*To do*. For this exercise, repeat the records below exactly and omit every picture.

Segment Start: Information given

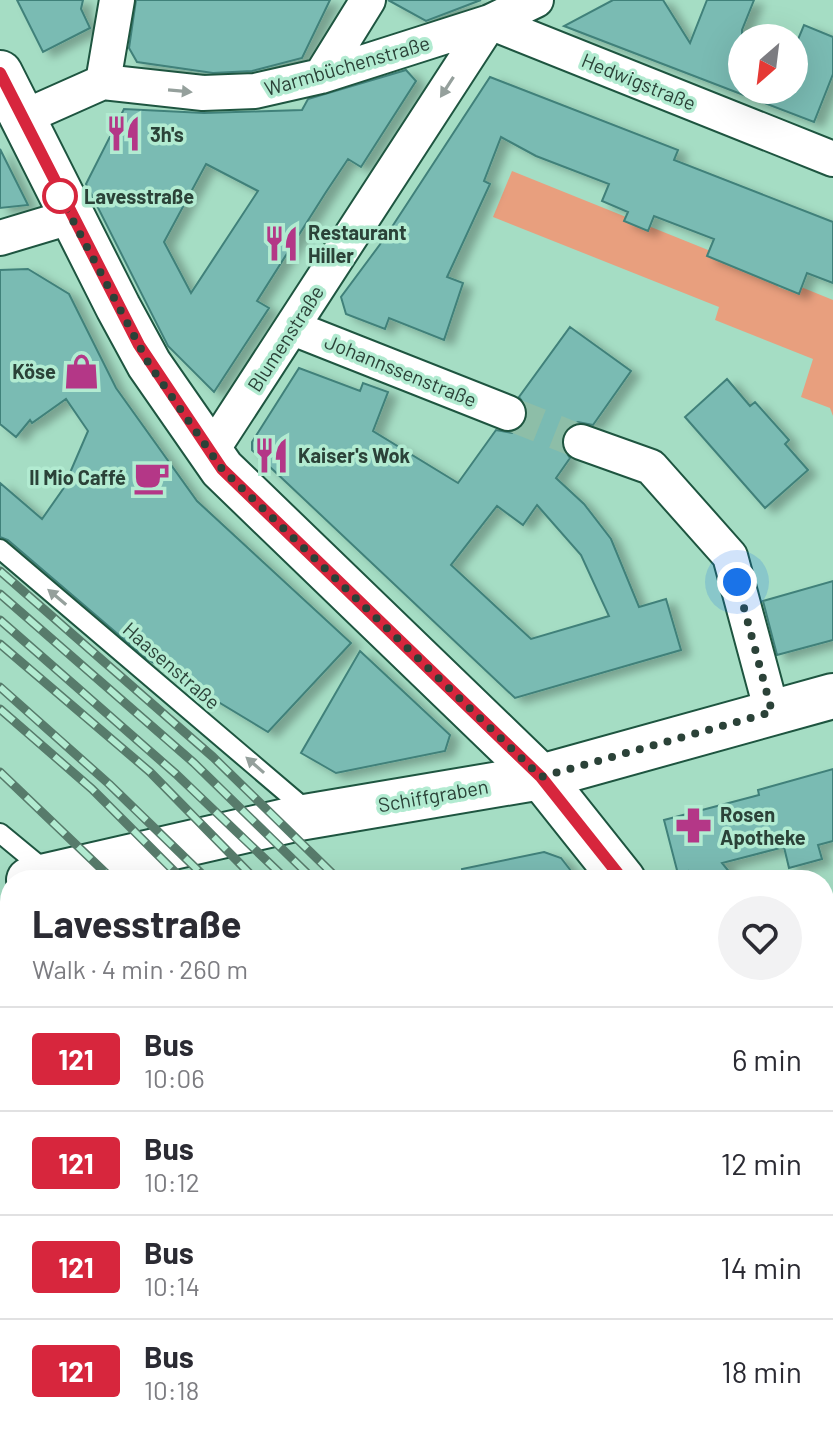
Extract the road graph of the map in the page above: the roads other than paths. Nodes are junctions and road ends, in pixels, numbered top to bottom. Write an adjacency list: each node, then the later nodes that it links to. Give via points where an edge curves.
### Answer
1 (117, 0): 7 (street)
2 (368, 0): 6 (street)
3 (536, 0): 4 (street, Warmbüchenstraße)
4 (490, 22): 6 (street, Warmbüchenstraße); 9 (street, Hedwigstraße); 12 (street, Blumenstraße, one-way to 12)
5 (0, 73): 8 (street)
6 (321, 76): 7 (street, Warmbüchenstraße, one-way to 6, via 216,93 255,91)
7 (103, 82): 8 (street)
8 (22, 118): 10 (street)
9 (833, 159)
10 (70, 217): 11 (street); 15 (street, via 149,364)
11 (0, 238)
12 (293, 328): 13 (street, Johannssenstraße); 15 (street, Blumenstraße)
13 (508, 413)
14 (581, 442): 18 (street, via 651,467 730,556)
15 (210, 453): 19 (street)
16 (0, 549): 20 (lane, Haasenstraße, one-way to 16)
17 (833, 696): 18 (street, Schiffgraben)
18 (772, 712): 19 (street, Schiffgraben)
19 (541, 777): 20 (street, Schiffgraben); 24 (street)
20 (314, 816): 23 (street, Schiffgraben)
21 (0, 833): 22 (lane)
22 (24, 870)
23 (74, 870)
24 (615, 870)

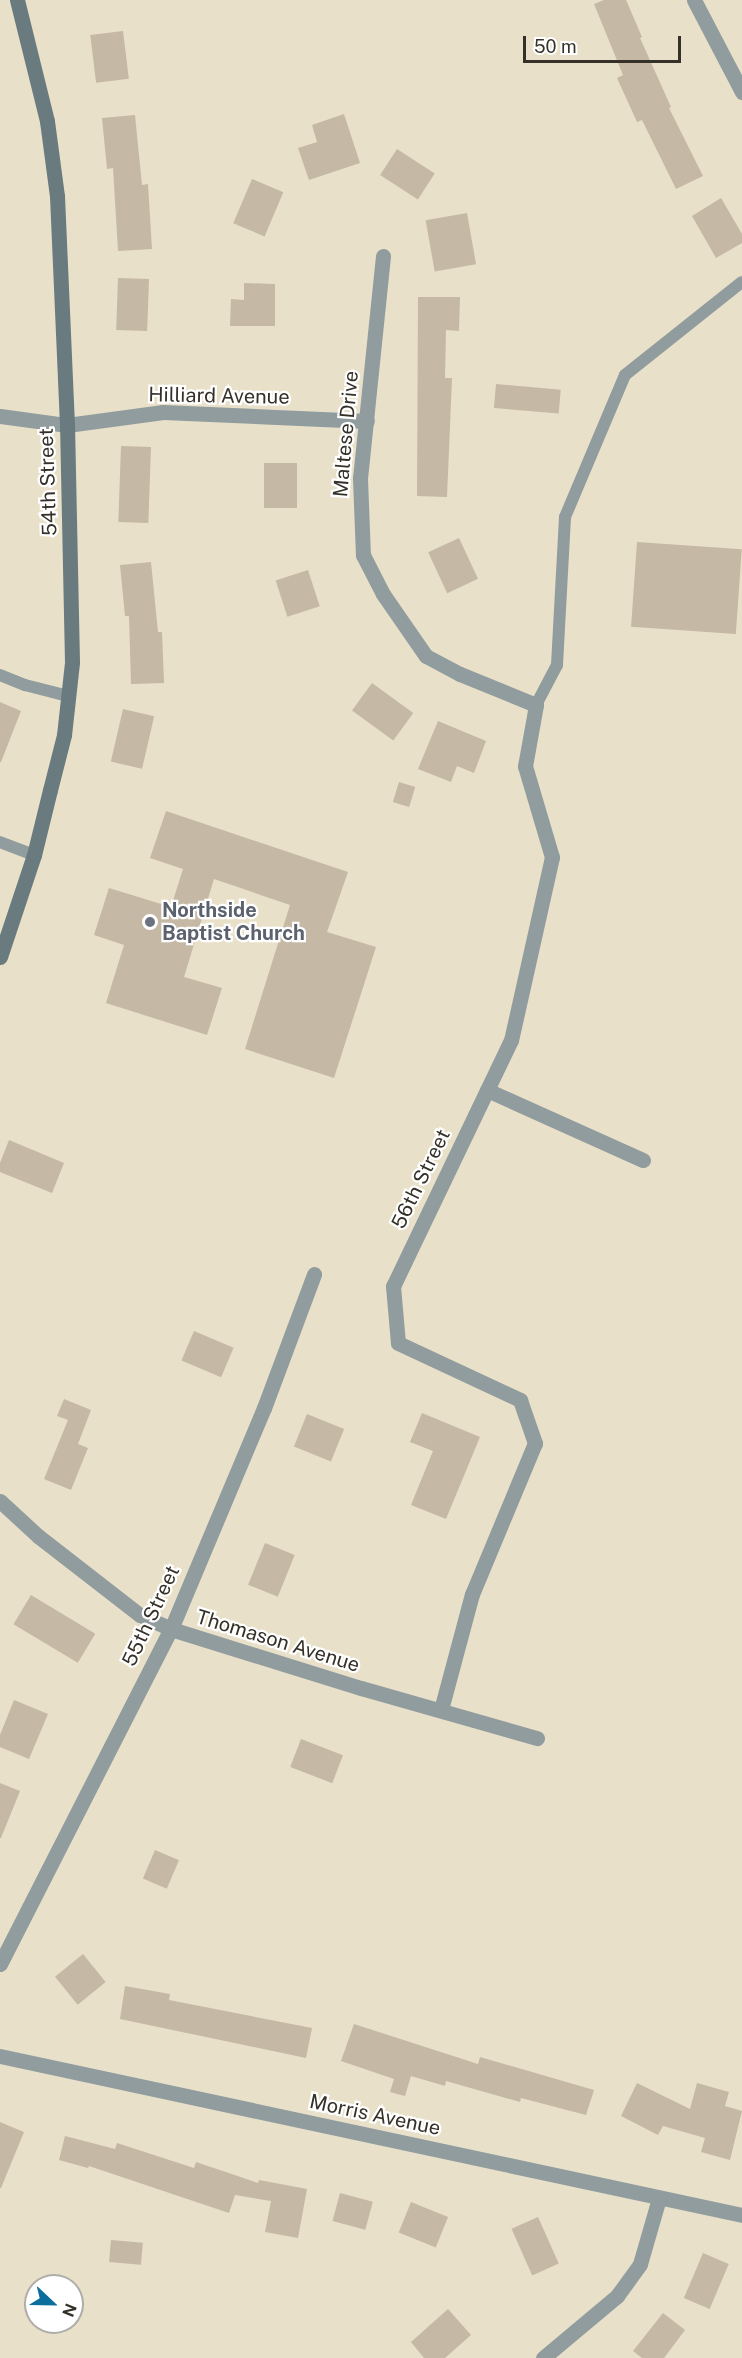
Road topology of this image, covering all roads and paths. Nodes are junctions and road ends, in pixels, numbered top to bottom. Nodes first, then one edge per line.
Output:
1 (17, 0) edge
2 (694, 0) edge
3 (742, 92) edge
4 (383, 256) dead end
5 (742, 282) edge
6 (0, 416) edge
7 (367, 421) junction
8 (67, 425) junction
9 (0, 675) edge
10 (68, 696) junction
11 (536, 705) junction
12 (0, 842) edge
13 (34, 855) junction
14 (0, 957) edge
15 (487, 1090) junction
16 (643, 1160) dead end
17 (314, 1274) dead end
18 (0, 1501) edge
19 (171, 1629) junction
20 (441, 1710) junction
21 (537, 1738) dead end
22 (0, 1964) edge
23 (0, 2056) edge
24 (659, 2198) junction
25 (742, 2215) edge
26 (543, 2358) edge

1 - 8 main road, 54th Street
2 - 3 street
4 - 7 street, Maltese Drive
5 - 11 lane
6 - 8 street, Hilliard Avenue
7 - 8 street, Hilliard Avenue
7 - 11 street, Maltese Drive
8 - 10 main road, 54th Street
9 - 10 lane
10 - 13 main road, 54th Street
11 - 15 street, 56th Street
12 - 13 lane
13 - 14 main road, 54th Street
15 - 16 street
15 - 20 street, 56th Street
17 - 19 street, 55th Street
18 - 19 street, Thomason Avenue
19 - 20 street, Thomason Avenue
19 - 22 street, 55th Street
20 - 21 street, Thomason Avenue
23 - 24 street, Morris Avenue
24 - 25 street, Morris Avenue
24 - 26 street

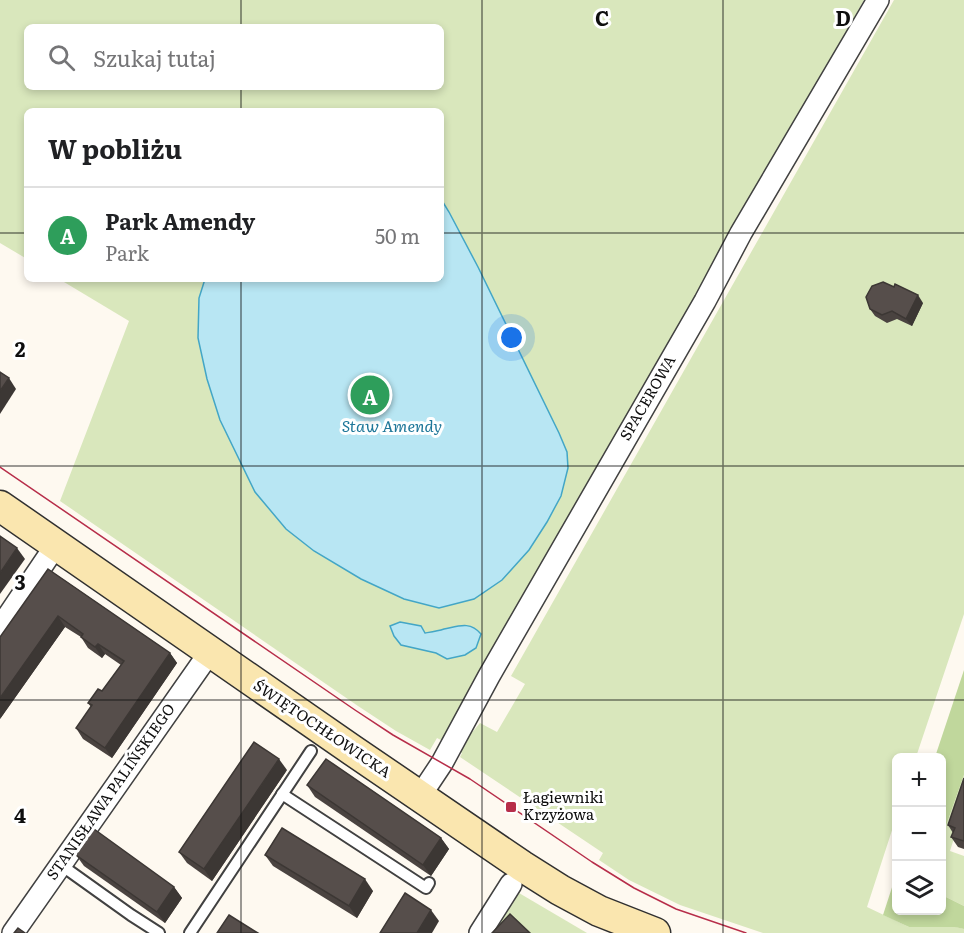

Segment End: Information given

*Written solution*.
Extract the road graph of the map in the page above: the roads other than paths. Nodes are junctions and road ends, in pixels, numbered top to bottom. Write an adjacency list: each node, then the later nodes that it links to. Give via points where an edge curves.
### Answer
1 (117, 0): 7 (street)
2 (368, 0): 6 (street)
3 (536, 0): 4 (street, Warmbüchenstraße)
4 (490, 22): 6 (street, Warmbüchenstraße); 9 (street, Hedwigstraße); 12 (street, Blumenstraße, one-way to 12)
5 (0, 73): 8 (street)
6 (321, 76): 7 (street, Warmbüchenstraße, one-way to 6, via 216,93 255,91)
7 (103, 82): 8 (street)
8 (22, 118): 10 (street)
9 (833, 159)
10 (70, 217): 11 (street); 15 (street, via 149,364)
11 (0, 238)
12 (293, 328): 13 (street, Johannssenstraße); 15 (street, Blumenstraße)
13 (508, 413)
14 (581, 442): 18 (street, via 651,467 730,556)
15 (210, 453): 19 (street)
16 (0, 549): 20 (lane, Haasenstraße, one-way to 16)
17 (833, 696): 18 (street, Schiffgraben)
18 (772, 712): 19 (street, Schiffgraben)
19 (541, 777): 20 (street, Schiffgraben); 24 (street)
20 (314, 816): 23 (street, Schiffgraben)
21 (0, 833): 22 (lane)
22 (24, 870)
23 (74, 870)
24 (615, 870)

Road topology of this image, covering all roads and paths. Nodes are junctions and road ends, in pixels, numbered top to bottom. Nodes first, then one edge per line.
Output:
1 (17, 0) edge
2 (694, 0) edge
3 (742, 92) edge
4 (383, 256) dead end
5 (742, 282) edge
6 (0, 416) edge
7 (367, 421) junction
8 (67, 425) junction
9 (0, 675) edge
10 (68, 696) junction
11 (536, 705) junction
12 (0, 842) edge
13 (34, 855) junction
14 (0, 957) edge
15 (487, 1090) junction
16 (643, 1160) dead end
17 (314, 1274) dead end
18 (0, 1501) edge
19 (171, 1629) junction
20 (441, 1710) junction
21 (537, 1738) dead end
22 (0, 1964) edge
23 (0, 2056) edge
24 (659, 2198) junction
25 (742, 2215) edge
26 (543, 2358) edge

1 - 8 main road, 54th Street
2 - 3 street
4 - 7 street, Maltese Drive
5 - 11 lane
6 - 8 street, Hilliard Avenue
7 - 8 street, Hilliard Avenue
7 - 11 street, Maltese Drive
8 - 10 main road, 54th Street
9 - 10 lane
10 - 13 main road, 54th Street
11 - 15 street, 56th Street
12 - 13 lane
13 - 14 main road, 54th Street
15 - 16 street
15 - 20 street, 56th Street
17 - 19 street, 55th Street
18 - 19 street, Thomason Avenue
19 - 20 street, Thomason Avenue
19 - 22 street, 55th Street
20 - 21 street, Thomason Avenue
23 - 24 street, Morris Avenue
24 - 25 street, Morris Avenue
24 - 26 street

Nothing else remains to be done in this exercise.